When are consequences ok?
Only after you’ve you have worked through the 3 steps of discipline and still, your child intentionally disobeys the ground rules.
What type of consequences is ok?
One that matches the behavior. For example: if the child throws her iPad in an impulsive rage, then taking away her iPad for 48 hours is a considered a reasonable consequence. (A week is a long period and could potentially trigger more anger and rage. The goal is to teach her, but also empower her to self-correct her behavior in the future. The smaller time frame will teach her that throwing things is not acceptable, but at the same time, you trust that she will re-correct this behavior within the next few days.)
What type of consequence are not ok?
One that is retroactive. For example: taking away good things isn’t the best consequence, such as karate lessons, which positively reinforces self-discipline. Although parents may think this is a good move because it’s an activity they like a lot and the pain of losing karate will teach them a valuable lesson, it’s doing the opposite. Pain infliction based on taking away something they like may cause more misbehavior and instill long-term damage in their trust for you. Also, strongly consider the fact that they lose all the positive benefits karate reinforces such as discipline, confidence, fitness, positive social interaction, and more.

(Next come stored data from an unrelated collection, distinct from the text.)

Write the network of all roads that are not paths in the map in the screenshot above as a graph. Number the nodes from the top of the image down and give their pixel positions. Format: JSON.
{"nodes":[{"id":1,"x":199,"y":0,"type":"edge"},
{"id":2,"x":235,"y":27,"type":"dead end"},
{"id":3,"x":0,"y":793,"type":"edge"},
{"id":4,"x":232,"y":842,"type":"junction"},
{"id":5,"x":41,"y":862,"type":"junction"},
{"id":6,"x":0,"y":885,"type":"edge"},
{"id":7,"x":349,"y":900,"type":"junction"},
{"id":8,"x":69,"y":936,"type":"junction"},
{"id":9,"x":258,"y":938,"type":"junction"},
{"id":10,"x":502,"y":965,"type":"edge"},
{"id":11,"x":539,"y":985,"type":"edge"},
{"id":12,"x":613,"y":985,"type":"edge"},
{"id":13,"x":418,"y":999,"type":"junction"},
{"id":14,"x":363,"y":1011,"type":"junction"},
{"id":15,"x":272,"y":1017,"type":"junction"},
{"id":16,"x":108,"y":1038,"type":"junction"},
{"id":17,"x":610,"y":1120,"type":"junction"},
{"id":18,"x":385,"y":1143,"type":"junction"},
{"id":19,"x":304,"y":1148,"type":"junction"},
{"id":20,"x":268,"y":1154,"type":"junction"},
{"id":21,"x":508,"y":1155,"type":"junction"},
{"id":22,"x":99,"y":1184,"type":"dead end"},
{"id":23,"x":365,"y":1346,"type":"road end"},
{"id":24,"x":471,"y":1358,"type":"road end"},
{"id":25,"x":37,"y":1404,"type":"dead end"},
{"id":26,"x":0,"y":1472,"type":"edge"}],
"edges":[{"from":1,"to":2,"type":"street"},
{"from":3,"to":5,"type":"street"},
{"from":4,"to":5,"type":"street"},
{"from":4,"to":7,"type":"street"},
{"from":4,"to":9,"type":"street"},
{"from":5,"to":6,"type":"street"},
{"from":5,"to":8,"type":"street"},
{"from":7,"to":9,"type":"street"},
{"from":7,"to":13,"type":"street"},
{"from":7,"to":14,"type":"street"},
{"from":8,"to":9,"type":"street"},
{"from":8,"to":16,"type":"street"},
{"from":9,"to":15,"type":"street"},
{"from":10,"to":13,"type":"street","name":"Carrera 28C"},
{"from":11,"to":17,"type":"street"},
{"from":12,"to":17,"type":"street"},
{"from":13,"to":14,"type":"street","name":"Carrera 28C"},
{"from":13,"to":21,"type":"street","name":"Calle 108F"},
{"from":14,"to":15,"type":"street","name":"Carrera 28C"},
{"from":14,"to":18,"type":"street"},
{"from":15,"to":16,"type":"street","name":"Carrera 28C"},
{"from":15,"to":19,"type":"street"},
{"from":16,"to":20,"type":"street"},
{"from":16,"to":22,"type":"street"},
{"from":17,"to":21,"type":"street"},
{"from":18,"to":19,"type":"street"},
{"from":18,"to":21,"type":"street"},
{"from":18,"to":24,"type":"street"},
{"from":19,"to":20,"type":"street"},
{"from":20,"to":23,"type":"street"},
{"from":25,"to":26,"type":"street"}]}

One that decreases morale. For example: taking away a student’s belt will shame the child, which decreases self-esteem. Public humiliation will leave a permanent footprint in the child’s brain, specifically a negative one. For every negative footprint left, self-esteem and morale decrease. The more children lack self-confidence and moral, the lesser chance you have of them believing in themselves to make proper behavior choices.
So, what do you do if you have a child that is misbehaving all the time with bits of rage, back-talking, and defying the rules?
You map out a productive strategy that includes a method for building proper behavior habits along with pre-determined consequences. For example: if you hit someone, then you must write a letter to the person you hit (or if you are younger, you must apologize face to face with a specific pre-framed apology).
If you throw a something, then you lose a personal item for 48 hours.
If you show poor manners, then you must re-enact the proper manner if you are younger, or write a letter about having better manners. All of this should be pre-framed.
If you wake up late for school because you stayed up late the night before, then you must go to bed an hour earlier for the next two days.
At the same time, if you want consequences to work then you also need rewards. Reward your child when she goes a week without misbehaving. (This time frame may be shorter or longer depending on the child.) Also, the best rewards are not material things, but more relationship-building rewards. For example: she can pick to go to a family movie, or a special place for a family dinner.
My suggestion is to make a list of rewards and consequences so that you are prepared.
Now, what if you’ve tried this strategy and it doesn’t work?
For starters, be sure to give it time. If you are struggling with your child, then you must be reasonable on how long it will take to develop better behavior choices. It won’t happen overnight, and at the same time, she may get better and then fall off track again.
However, if you’ve tried these strategies for a solid month with no success, then the next step is to bring in an expert. Chances are there are some neurological deficiencies there that are interfering with her development.
Bottom line, the three biggest takeaways from this are:
Discipline is the better, more positively-productive method for instilling long-term behavior skills.
Connect, re-direct, and repair is the 3-step method for developing self-discipline skills.
When necessary, consequences are more productive than punishments. Avoid consequences that are retroactive or ones that decrease morale. Be sure to add rewards as well.
I hope this article sheds some positive light on how to help your child make better behavior choices!